Eks Jampidsus Febrie Adriansyah Resmi Ditetapkan Sebagai Tersangka Kasus Korupsi dan TPPU
JAKARTA, iNewsSurabaya.id – Korps Pemberantasan Tindak Pidana Korupsi (Kortas Tipikor) Polri resmi menetapkan Eks Jaksa Agung Muda Bidang Tindak Pidana Khusus (Jampidsus) Kejaksaan Agung (Kejagung), Febrie Adriansyah, sebagai tersangka.
Mantan Asisten Pidana Khusus (Aspidsus) Kejati Jawa Timur tersebut dijerat atas kasus dugaan tindak pidana korupsi dan tindak pidana pencucian uang (TPPU).
Penetapan status hukum tersebut diumumkan langsung oleh Kepala Kortas Tipikor Polri, Irjen Pol. Totok Suharyanto, dalam konferensi pers di Gedung Kejaksaan Agung, Jakarta, Sabtu (11/7/2026). Agenda ini turut dihadiri Ketua Komisi III DPR RI Habiburokhman dan Pelaksana Tugas (Plt) Jampidsus Rudi Margono.
Totok mengungkapkan, penyidik telah memeriksa 15 saksi dan dua saksi ahli, serta melakukan serangkaian penggeledahan sebelum akhirnya menggelar perkara dan menetapkan dua orang sebagai tersangka.
"Terdapat dua tersangka, yaitu saudara DR yang diduga melakukan tindak pidana pencucian uang yang berasal dari tindak pidana korupsi, serta saudara FA (Febrie Adriansyah) dalam perkara dugaan tindak pidana korupsi dan tindak pidana pencucian uang," ujar Totok.
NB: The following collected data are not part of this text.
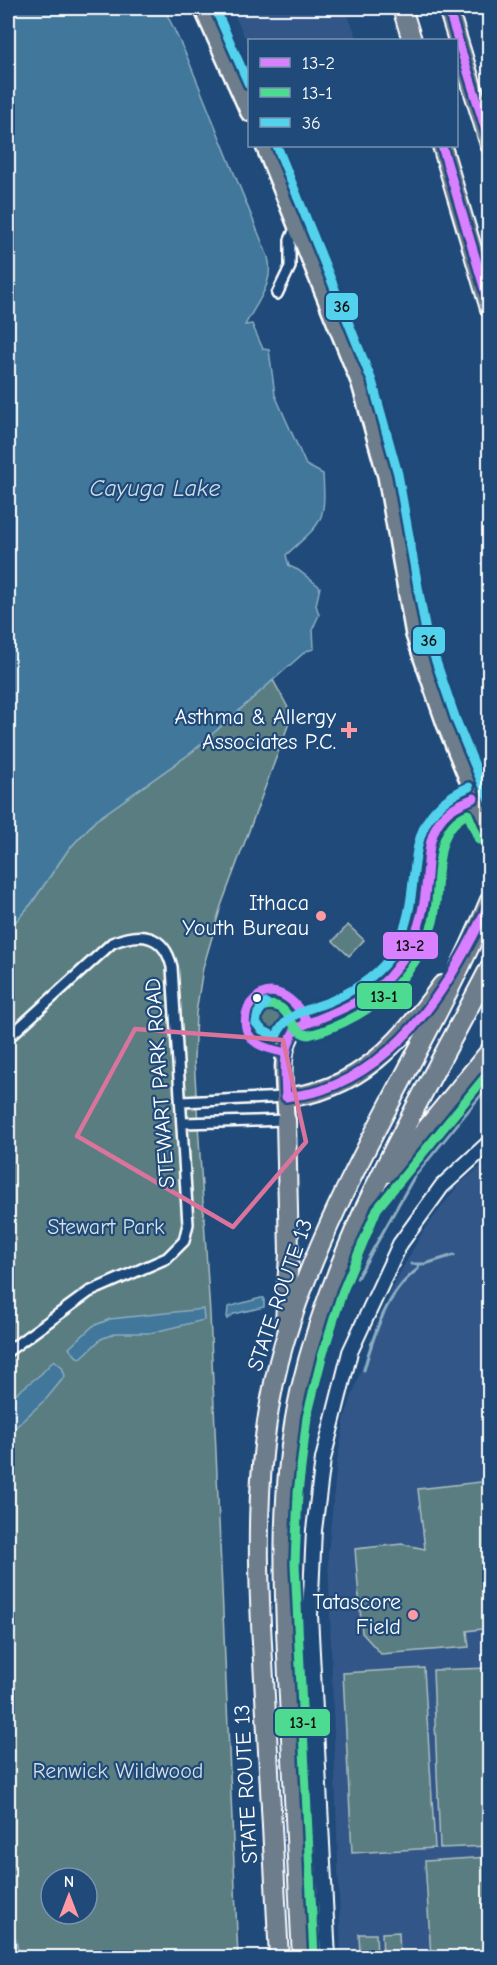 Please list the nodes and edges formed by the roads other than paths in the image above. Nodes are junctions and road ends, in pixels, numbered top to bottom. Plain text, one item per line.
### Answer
1 (202, 8) edge
2 (402, 8) edge
3 (448, 8) edge
4 (412, 39) edge
5 (457, 39) edge
6 (458, 41) edge
7 (248, 111) edge
8 (489, 145) edge
9 (264, 147) edge
10 (442, 147) edge
11 (296, 224) junction
12 (277, 294) dead end
13 (489, 309) edge
14 (474, 798) junction
15 (489, 835) edge
16 (489, 900) edge
17 (466, 952) junction
18 (489, 966) edge
19 (8, 1038) edge
20 (489, 1051) edge
21 (286, 1096) junction
22 (182, 1102) junction
23 (286, 1120) junction
24 (183, 1123) junction
25 (489, 1142) edge
26 (367, 1203) junction
27 (284, 1343) junction
28 (8, 1351) edge
29 (279, 1958) edge
30 (302, 1958) edge
31 (328, 1958) edge

1 - 7 main road
2 - 4 highway
3 - 5 highway
6 - 8 highway
9 - 11 main road
10 - 13 highway
11 - 12 street
11 - 14 main road
14 - 15 main road
14 - 21 main road
16 - 17 highway, STATE ROUTE 13
17 - 21 highway
17 - 27 highway, STATE ROUTE 13
18 - 26 highway, STATE ROUTE 13
19 - 22 street, STEWART PARK ROAD
20 - 26 highway
21 - 22 street
21 - 23 main road
22 - 24 street, STEWART PARK ROAD
23 - 24 street
23 - 27 highway
24 - 28 street, STEWART PARK ROAD
25 - 31 street
26 - 30 highway, STATE ROUTE 13
27 - 29 highway, STATE ROUTE 13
Dugaan tindak pidana yang disangkakan kepada Febrie berkaitan dengan proses penanganan perkara PT Asabri serta dugaan tindak pidana korupsi lainnya. Penyidik menerapkan pasal berlapis dalam Undang-Undang Pemberantasan Tindak Pidana Korupsi dan Undang-Undang Tindak Pidana Pencucian Uang.
Bersamaan dengan penetapan status tersangka tersebut, penanganan tiga kasus dugaan korupsi skala besar resmi dilimpahkan dari Polri ke Kejagung untuk proses percepatan hukum.
"Kami secara formil akan menerima penyerahan penanganan tiga perkara hari ini. Ini sebagai bentuk komitmen agar ada percepatan, profesionalisme, dan sinergi dalam penanganan," kata Plt Jampidsus Kejagung, Rudi Margono.
Rudi menjamin penanganan seluruh kasus tersebut akan tetap berjalan transparan dengan koordinasi ketat bersama Kortas Tipikor Polri demi mengedepankan kepastian hukum.
"Hari ini, walau penanganan diserahkan kepada Jampidsus, kami tetap berkoordinasi dan bersinergi dengan Kakortas Tipikor beserta jajaran agar ada kepastian dalam penyelesaiannya," tegas Rudi.